Les utilisateurs de versions antérieures, comme DxO Optic Pro 7, se demandent souvent s'il est utile de passer aux versions plus récentes, comme la 10. Les retours d'expérience indiquent que le traitement "Prime" de DxO 10 est particulièrement impressionnant, notamment pour le débruitage des photos prises à haut ISO. Cependant, il est important de noter que ce traitement est très gourmand en ressources et peut ralentir considérablement le processus de traitement.
La Caisse d'Amortissement de la Dette Sociale (CADES)
Bien que le sujet principal soit DxO PhotoLab, une partie du texte fourni concerne la Caisse d'Amortissement de la Dette Sociale (CADES). Il s'agit d'un organisme gouvernemental français créé en 1996, dont la mission est de rembourser la dette sociale. Ses principales ressources proviennent de la Contribution pour le remboursement de la dette sociale (CRDS) et d'une partie de la Contribution sociale généralisée (CSG).

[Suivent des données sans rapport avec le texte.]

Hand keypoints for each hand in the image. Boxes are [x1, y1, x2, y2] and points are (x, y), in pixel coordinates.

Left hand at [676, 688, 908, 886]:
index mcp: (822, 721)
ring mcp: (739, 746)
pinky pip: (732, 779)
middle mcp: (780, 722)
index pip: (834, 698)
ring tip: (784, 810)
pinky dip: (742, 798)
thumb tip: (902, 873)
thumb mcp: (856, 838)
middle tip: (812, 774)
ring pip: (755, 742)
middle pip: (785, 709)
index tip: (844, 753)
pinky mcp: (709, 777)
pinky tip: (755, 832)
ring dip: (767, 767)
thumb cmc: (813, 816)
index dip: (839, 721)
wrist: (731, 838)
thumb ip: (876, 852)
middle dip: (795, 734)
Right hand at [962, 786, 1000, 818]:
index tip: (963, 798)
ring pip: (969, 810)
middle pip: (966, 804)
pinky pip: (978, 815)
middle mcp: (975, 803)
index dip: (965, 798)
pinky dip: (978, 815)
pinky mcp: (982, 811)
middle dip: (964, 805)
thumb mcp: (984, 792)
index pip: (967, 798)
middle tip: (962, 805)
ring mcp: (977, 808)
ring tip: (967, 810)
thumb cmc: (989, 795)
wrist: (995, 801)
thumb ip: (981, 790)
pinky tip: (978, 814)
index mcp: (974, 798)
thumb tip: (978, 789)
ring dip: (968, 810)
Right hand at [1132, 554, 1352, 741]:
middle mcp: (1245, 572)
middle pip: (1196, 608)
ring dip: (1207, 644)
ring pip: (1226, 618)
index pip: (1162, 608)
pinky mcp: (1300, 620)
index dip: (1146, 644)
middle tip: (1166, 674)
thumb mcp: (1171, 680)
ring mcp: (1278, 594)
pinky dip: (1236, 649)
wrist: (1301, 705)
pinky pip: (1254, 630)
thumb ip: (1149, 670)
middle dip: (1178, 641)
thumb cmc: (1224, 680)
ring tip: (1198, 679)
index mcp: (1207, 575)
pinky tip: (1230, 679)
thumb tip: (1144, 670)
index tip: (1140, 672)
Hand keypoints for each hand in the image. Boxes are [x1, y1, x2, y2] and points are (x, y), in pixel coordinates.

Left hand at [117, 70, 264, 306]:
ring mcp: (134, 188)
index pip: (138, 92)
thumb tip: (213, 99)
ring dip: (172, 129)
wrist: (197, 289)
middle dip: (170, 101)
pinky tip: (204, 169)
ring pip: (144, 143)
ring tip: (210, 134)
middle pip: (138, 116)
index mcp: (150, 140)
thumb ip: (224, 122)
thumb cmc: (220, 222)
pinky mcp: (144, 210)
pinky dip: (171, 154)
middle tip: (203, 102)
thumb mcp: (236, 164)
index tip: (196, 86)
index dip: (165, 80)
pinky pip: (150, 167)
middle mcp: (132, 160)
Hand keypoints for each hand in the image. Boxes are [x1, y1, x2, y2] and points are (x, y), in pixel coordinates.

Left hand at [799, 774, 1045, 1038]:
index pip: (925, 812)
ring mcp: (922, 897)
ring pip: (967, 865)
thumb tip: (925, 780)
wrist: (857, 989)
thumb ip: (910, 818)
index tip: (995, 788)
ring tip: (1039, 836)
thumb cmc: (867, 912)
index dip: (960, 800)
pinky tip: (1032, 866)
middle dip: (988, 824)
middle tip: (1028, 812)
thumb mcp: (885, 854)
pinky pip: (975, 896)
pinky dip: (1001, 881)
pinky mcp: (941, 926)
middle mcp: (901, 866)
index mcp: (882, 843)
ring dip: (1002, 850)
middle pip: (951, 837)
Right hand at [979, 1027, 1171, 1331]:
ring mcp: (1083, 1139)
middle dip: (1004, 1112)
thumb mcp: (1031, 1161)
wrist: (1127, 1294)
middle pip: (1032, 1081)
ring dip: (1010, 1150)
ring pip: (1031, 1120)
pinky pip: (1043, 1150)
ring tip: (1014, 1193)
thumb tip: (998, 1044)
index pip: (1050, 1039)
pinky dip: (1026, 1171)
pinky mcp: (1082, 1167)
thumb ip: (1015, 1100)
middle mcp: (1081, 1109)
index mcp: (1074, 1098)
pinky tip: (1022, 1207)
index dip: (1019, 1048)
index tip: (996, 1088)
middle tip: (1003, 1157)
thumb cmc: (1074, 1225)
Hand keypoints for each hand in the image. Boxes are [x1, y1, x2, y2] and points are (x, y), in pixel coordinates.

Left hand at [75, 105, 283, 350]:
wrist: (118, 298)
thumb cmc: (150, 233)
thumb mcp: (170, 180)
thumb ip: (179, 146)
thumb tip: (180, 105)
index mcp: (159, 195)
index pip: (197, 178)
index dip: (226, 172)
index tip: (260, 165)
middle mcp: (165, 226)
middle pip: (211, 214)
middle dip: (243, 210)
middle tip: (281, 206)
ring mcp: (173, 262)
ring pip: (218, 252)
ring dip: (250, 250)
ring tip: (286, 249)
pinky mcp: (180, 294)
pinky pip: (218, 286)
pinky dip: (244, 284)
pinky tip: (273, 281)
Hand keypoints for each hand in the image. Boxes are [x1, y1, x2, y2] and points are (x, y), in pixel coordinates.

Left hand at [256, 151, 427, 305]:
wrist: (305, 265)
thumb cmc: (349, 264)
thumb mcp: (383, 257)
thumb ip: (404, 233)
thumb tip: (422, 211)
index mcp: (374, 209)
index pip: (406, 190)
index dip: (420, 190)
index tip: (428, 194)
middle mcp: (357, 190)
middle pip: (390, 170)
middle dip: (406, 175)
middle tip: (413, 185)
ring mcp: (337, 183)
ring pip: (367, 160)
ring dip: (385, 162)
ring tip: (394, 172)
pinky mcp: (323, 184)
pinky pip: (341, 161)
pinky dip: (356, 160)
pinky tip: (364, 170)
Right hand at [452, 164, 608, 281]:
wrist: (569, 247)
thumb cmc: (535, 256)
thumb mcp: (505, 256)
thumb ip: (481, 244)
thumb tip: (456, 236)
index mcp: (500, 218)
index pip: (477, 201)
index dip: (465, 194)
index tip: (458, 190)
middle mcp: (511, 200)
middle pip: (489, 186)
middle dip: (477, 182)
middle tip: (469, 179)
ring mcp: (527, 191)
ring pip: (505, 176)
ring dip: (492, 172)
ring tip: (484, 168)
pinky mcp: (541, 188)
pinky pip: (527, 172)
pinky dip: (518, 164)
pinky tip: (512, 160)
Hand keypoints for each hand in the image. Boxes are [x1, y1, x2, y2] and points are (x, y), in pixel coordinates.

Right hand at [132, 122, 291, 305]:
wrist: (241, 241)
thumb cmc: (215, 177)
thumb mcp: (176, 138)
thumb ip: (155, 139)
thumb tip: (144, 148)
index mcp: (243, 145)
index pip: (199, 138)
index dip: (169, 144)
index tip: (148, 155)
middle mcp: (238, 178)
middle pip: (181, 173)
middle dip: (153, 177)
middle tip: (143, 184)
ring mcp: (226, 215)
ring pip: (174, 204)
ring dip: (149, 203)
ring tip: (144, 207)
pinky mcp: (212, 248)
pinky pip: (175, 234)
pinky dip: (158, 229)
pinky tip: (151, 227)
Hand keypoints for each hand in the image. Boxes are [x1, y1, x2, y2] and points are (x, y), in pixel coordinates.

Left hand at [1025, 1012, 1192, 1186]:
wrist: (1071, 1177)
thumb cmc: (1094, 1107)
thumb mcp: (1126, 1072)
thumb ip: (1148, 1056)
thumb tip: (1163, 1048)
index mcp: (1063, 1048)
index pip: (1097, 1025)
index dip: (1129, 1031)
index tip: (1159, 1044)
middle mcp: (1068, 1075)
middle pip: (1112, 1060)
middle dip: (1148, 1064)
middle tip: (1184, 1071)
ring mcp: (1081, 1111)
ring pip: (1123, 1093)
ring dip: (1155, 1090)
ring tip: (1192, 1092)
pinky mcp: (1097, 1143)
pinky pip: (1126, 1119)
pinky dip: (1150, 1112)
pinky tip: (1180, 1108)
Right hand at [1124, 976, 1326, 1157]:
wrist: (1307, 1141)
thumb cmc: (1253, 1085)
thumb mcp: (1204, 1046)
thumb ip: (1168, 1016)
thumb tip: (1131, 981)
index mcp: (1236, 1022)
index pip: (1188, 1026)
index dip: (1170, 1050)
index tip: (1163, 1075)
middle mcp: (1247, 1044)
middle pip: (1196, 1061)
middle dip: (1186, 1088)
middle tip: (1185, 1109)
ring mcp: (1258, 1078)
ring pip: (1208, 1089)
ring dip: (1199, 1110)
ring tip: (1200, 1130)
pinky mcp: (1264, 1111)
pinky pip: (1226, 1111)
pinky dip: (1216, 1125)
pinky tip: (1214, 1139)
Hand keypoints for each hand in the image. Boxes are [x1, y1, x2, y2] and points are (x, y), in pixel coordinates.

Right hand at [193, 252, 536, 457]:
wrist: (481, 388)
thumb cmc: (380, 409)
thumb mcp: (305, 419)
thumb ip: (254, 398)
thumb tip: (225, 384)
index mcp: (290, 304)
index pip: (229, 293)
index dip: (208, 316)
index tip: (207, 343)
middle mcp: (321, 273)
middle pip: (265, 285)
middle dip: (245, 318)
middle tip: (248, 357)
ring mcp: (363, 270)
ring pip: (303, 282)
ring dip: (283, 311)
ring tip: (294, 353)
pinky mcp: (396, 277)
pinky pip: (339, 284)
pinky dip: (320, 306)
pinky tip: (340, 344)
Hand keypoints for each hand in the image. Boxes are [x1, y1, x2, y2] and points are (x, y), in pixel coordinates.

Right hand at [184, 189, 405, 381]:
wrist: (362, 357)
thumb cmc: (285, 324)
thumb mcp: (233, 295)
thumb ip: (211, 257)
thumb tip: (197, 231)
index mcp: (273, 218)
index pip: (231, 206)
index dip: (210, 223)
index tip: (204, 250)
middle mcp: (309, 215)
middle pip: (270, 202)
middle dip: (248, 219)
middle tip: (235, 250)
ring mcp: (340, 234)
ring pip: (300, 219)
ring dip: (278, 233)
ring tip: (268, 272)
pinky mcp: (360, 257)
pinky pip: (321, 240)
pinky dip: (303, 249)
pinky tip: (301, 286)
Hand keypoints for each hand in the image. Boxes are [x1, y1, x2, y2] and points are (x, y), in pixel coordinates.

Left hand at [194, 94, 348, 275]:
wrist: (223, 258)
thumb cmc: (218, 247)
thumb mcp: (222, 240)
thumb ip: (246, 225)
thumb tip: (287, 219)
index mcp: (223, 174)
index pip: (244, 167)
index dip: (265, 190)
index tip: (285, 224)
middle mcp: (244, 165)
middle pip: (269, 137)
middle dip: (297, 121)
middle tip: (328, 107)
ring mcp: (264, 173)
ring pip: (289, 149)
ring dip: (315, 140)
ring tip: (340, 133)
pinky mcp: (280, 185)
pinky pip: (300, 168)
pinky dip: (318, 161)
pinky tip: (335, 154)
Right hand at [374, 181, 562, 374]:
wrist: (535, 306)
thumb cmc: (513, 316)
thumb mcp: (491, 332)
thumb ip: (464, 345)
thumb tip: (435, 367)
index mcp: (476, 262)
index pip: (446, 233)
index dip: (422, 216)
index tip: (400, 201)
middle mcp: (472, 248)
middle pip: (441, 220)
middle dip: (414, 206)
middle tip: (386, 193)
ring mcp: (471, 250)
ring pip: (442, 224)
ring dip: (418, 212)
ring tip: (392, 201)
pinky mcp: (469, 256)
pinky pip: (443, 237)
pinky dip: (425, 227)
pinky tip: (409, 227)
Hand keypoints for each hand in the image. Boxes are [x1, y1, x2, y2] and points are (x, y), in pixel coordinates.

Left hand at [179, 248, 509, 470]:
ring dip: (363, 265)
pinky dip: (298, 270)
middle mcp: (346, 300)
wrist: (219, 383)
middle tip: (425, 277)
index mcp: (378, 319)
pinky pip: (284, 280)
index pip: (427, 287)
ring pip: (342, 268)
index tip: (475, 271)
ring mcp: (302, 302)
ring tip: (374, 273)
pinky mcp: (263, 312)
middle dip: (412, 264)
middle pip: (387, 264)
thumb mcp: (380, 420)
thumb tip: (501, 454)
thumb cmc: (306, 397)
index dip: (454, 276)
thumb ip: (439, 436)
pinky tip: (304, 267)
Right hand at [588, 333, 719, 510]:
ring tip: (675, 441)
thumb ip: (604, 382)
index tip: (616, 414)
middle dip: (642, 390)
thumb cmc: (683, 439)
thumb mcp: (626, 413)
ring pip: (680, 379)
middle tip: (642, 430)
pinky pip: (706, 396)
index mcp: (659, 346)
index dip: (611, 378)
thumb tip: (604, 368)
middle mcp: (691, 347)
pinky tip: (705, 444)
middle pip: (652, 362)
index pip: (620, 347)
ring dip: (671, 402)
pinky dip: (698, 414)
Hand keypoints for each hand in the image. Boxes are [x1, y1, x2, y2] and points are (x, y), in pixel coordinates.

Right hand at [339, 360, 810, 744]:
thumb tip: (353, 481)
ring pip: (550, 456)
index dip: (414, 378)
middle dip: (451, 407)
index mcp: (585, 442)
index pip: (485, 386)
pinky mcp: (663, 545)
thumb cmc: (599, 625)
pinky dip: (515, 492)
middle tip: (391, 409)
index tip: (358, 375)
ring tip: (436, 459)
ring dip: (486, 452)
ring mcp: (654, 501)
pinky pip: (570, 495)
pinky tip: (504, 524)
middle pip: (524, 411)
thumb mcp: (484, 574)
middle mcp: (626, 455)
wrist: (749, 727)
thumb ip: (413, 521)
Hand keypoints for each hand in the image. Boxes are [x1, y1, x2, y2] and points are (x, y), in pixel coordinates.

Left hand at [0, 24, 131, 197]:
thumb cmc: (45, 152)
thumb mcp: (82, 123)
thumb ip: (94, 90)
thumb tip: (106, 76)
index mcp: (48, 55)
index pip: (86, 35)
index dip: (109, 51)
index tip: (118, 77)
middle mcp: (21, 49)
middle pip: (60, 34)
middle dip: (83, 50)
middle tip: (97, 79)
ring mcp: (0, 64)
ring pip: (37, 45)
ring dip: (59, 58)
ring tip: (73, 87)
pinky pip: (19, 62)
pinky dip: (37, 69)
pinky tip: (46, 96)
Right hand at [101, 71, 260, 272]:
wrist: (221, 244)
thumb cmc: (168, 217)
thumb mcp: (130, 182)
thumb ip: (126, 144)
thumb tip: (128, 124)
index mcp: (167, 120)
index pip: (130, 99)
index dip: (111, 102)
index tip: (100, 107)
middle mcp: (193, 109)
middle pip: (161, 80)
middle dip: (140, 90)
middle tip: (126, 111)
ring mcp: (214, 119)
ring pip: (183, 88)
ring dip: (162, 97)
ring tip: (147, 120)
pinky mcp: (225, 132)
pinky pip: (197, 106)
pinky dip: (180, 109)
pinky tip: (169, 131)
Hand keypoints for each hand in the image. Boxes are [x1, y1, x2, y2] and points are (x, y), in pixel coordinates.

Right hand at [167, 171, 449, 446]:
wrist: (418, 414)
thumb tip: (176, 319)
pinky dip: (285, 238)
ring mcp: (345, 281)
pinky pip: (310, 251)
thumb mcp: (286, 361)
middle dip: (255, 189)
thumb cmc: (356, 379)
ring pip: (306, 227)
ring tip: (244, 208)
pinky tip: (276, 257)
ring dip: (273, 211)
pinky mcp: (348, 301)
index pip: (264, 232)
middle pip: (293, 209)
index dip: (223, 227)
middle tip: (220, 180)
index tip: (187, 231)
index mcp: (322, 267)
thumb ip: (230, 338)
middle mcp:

La CADES a montré une attractivité sur les marchés financiers internationaux, comme l'illustre son programme de financement pour 2026. L'organisme a repris un montant considérable de dette sociale depuis sa création et a achevé l'amortissement de la totalité des dettes antérieures à 2020. Un allongement de sa mission jusqu'en 2033 et une augmentation de la dette due à la "dette Covid" ont été actés en 2021.
Il est à noter que la gestion de la dette directement par l'État aurait pu être moins coûteuse selon certains économistes. Le taux de refinancement du portefeuille de dettes de la CADES était de 2,14% au 31 mai 2015. L'émission d'obligations est déléguée à l'Agence France Trésor depuis 2017. En 2015, la CADES a diversifié ses sources de financement avec un emprunt obligataire en yuans.